Tous les psychiatres (surtout ceux exerçant en institution médico-éducative)[1] sont couramment confrontés à la gestion des troubles du comportement chez des sujets présentant une déficience intellectuelle. Les éditorialistes du British Journal of Psychiatry rappellent que, « lorsque ce problème (de comportement difficile) ne relève pas d’une maladie mentale sous-jacente » (donc existe indépendamment d’un diagnostic psychiatrique identifié, lié ou non à la déficience cognitive), c’est « souvent hors agrément » (Autorisation de Mise sur le Marché), donc en engageant singulièrement leur responsabilité, que les praticiens sont conduits à utiliser des médicaments psychotropes (notamment des neuroleptiques), car « la preuve de leur efficacité fait alors défaut » dans cette indication particulière, sans parler de l’âge des patients, parfois très jeunes. Symétriquement dans le temps, cette situation présente des « similitudes frappantes » avec l’utilisation fréquente des antipsychotiques en géronto-psychiatrie, pour gérer les difficultés psychologiques et comportementales rencontrées dans les démences.

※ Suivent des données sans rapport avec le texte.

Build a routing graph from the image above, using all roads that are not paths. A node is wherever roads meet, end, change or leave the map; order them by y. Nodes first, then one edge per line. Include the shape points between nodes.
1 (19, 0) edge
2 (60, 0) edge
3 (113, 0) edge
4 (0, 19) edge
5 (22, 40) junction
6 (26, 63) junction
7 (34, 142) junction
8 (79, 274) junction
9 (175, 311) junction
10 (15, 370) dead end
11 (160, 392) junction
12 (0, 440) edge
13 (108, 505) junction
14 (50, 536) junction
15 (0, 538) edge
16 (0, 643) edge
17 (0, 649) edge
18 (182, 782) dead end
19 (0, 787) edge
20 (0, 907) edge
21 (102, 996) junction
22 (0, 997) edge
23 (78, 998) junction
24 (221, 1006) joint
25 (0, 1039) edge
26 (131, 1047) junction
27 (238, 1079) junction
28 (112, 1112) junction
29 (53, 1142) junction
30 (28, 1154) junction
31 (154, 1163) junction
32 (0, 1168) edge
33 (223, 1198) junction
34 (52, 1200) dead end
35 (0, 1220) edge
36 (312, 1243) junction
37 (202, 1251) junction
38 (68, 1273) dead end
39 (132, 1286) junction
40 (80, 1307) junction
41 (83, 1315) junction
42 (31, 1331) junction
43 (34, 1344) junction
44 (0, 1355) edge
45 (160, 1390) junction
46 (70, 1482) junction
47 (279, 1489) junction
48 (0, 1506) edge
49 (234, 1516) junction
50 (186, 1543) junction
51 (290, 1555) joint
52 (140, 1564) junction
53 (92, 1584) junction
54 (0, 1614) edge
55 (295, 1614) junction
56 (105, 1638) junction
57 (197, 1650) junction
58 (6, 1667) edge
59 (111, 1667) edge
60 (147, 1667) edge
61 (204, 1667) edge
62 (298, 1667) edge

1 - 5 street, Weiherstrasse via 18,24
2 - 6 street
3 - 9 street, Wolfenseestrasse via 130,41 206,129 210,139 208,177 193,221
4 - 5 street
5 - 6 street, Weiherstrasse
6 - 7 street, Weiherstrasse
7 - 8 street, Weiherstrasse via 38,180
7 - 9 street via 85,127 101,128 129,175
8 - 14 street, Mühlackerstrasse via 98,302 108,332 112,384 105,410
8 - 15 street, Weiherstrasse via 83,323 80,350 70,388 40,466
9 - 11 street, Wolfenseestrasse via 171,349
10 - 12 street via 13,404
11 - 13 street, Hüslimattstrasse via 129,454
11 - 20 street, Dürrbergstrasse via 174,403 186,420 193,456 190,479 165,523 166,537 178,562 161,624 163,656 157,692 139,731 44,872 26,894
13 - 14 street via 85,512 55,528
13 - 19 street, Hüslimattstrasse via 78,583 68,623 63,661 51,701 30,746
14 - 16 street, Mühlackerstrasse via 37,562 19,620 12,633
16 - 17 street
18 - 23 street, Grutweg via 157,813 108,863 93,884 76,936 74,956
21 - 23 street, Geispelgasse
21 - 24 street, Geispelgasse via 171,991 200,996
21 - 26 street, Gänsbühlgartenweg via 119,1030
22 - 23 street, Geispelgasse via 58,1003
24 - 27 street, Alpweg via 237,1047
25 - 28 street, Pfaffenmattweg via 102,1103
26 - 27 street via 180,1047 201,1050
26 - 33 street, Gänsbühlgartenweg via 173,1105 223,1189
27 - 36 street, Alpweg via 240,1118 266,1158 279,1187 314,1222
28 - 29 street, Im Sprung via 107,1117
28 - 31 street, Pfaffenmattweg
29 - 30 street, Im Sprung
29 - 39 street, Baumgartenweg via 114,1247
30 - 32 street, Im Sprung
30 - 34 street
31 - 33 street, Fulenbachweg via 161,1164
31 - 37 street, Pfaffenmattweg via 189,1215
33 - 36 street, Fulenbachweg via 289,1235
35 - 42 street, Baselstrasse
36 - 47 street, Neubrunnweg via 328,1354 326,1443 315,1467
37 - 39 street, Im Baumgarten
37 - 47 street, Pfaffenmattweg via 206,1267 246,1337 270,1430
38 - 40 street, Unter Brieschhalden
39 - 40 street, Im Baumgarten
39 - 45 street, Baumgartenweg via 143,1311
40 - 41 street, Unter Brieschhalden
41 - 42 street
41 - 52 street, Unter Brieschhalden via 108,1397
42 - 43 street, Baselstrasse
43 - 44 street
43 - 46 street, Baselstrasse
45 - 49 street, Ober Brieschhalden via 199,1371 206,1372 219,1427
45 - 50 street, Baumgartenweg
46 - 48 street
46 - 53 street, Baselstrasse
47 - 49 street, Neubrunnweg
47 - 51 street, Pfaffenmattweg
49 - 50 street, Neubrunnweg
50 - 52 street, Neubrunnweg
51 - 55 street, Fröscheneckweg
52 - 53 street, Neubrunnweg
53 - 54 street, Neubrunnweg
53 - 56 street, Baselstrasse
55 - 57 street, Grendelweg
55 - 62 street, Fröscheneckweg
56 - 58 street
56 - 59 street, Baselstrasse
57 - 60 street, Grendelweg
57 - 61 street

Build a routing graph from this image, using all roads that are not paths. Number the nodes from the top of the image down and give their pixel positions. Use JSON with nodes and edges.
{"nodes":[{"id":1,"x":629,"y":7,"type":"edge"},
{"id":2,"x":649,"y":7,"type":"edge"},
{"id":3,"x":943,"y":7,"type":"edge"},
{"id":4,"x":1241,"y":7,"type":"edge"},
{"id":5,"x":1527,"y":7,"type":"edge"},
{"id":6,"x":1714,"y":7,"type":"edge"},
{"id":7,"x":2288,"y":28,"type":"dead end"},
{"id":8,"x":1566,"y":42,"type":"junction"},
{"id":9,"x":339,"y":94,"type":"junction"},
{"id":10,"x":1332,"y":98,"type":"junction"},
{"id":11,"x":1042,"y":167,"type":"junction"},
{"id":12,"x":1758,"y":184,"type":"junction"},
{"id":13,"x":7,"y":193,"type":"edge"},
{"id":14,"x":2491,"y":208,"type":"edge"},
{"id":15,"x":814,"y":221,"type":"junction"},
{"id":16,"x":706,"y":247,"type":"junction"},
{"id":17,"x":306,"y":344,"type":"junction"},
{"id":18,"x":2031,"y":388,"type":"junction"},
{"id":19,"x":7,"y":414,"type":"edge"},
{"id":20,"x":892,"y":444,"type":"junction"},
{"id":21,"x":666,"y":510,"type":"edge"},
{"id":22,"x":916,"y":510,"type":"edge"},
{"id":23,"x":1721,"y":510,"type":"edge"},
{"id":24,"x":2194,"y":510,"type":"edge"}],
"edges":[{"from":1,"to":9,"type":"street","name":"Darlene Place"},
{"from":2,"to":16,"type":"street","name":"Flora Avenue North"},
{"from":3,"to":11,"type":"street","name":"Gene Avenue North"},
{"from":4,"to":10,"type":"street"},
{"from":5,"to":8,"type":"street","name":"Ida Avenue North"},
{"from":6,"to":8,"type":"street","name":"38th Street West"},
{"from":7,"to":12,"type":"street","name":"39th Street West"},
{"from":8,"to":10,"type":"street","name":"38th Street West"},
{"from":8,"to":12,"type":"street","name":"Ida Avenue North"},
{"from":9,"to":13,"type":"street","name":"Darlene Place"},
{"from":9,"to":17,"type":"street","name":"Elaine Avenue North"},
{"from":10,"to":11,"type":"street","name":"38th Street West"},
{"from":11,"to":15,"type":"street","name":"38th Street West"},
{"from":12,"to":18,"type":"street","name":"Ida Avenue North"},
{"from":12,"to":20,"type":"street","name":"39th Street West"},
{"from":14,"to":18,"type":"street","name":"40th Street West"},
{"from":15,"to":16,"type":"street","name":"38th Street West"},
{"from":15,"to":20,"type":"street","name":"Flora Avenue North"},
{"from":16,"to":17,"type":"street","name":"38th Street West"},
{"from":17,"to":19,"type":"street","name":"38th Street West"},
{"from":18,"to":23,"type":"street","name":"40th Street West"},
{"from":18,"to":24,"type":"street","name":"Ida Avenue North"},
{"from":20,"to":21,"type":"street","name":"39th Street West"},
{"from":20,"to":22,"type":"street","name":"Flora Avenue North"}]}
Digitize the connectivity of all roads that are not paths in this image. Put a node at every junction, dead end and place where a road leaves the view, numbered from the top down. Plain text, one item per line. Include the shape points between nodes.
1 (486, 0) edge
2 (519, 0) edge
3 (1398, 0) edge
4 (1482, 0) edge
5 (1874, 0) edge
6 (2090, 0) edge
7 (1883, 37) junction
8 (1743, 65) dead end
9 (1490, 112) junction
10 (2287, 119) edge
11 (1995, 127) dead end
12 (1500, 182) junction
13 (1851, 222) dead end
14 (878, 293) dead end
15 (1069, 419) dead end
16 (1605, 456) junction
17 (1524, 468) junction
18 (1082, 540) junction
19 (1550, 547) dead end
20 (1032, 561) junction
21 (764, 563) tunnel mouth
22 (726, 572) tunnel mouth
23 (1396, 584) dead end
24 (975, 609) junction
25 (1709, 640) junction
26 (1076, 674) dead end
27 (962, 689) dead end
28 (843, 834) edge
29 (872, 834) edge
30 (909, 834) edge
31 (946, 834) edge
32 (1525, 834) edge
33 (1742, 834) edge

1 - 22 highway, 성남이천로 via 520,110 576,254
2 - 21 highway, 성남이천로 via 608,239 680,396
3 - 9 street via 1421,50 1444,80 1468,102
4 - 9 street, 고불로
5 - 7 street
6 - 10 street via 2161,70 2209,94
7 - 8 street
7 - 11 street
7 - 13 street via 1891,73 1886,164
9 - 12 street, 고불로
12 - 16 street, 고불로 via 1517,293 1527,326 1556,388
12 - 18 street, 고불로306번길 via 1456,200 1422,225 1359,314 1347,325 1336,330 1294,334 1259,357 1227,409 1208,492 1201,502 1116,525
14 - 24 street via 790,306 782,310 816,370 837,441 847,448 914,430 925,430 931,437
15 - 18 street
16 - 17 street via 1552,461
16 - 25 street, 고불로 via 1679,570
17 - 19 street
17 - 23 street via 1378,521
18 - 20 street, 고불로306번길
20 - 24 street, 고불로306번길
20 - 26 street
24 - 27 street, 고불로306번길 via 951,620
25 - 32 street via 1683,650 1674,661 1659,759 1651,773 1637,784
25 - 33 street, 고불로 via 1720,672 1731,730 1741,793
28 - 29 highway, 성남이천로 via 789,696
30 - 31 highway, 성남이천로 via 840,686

Les auteurs estiment « peu probable » la reconnaissance officielle de « l’usage des neuroleptiques au long cours » pour traiter des « problèmes de comportement en l’absence de maladie mentale avérée ». Pour éclaircir ces difficultés éthiques et pratiques, ils appellent à l’élaboration d’un « programme national de vérification » qui constituerait « un moyen de répondre aux préoccupations que cela soulève. »
On acquiescera volontiers à ce vœu, en remplaçant toutefois le caractère « national » de l’étude souhaitée par un débat résolument international sur cette question, car la déficience intellectuelle d’une part, comme les problèmes de comportement d’autre part sont partagés par tous les pays et toutes les cultures (malgré des nuances : par exemple le syndrome de l’X fragile est quatre fois moins fréquent au Japon).
[1] En France, sur orientation décidée par la MDPH (Maison Départementale des Personnes Handicapées), le parcours des jeunes avec déficience intellectuelle se fait généralement en SEES (Section d’Éducation et d’Enseignement Spécialisé, ex-IMP) puis en SIPFP (Section d’Initiation et de Première Formation Professionnelle, ex-IMPro).